* **Task prompt**: Among these entries, how many lines contain "Sidabowa"? Say the number and nothing else.

* **Material provided**:
******

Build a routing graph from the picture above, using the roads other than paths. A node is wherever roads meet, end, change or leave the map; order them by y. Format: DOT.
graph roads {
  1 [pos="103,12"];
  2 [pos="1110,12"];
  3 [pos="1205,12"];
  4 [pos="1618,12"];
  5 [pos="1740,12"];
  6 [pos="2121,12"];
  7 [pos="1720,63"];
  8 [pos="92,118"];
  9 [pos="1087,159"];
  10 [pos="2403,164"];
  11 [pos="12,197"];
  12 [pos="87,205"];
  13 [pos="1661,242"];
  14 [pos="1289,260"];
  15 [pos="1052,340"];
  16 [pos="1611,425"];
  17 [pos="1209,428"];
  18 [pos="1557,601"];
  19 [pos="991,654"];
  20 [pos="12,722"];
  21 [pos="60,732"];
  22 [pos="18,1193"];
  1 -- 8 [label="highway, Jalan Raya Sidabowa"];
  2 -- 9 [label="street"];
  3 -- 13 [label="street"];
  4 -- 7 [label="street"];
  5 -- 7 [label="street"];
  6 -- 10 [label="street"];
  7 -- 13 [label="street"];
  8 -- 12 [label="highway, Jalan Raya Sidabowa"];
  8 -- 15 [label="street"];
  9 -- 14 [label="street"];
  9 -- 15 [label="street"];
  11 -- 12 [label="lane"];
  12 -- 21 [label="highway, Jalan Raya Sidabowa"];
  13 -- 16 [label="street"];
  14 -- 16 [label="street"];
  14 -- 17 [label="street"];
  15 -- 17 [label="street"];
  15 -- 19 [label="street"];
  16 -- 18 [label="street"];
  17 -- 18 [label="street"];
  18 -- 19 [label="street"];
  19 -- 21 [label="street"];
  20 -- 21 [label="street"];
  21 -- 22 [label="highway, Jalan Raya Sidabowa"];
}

******

* **Response**: 4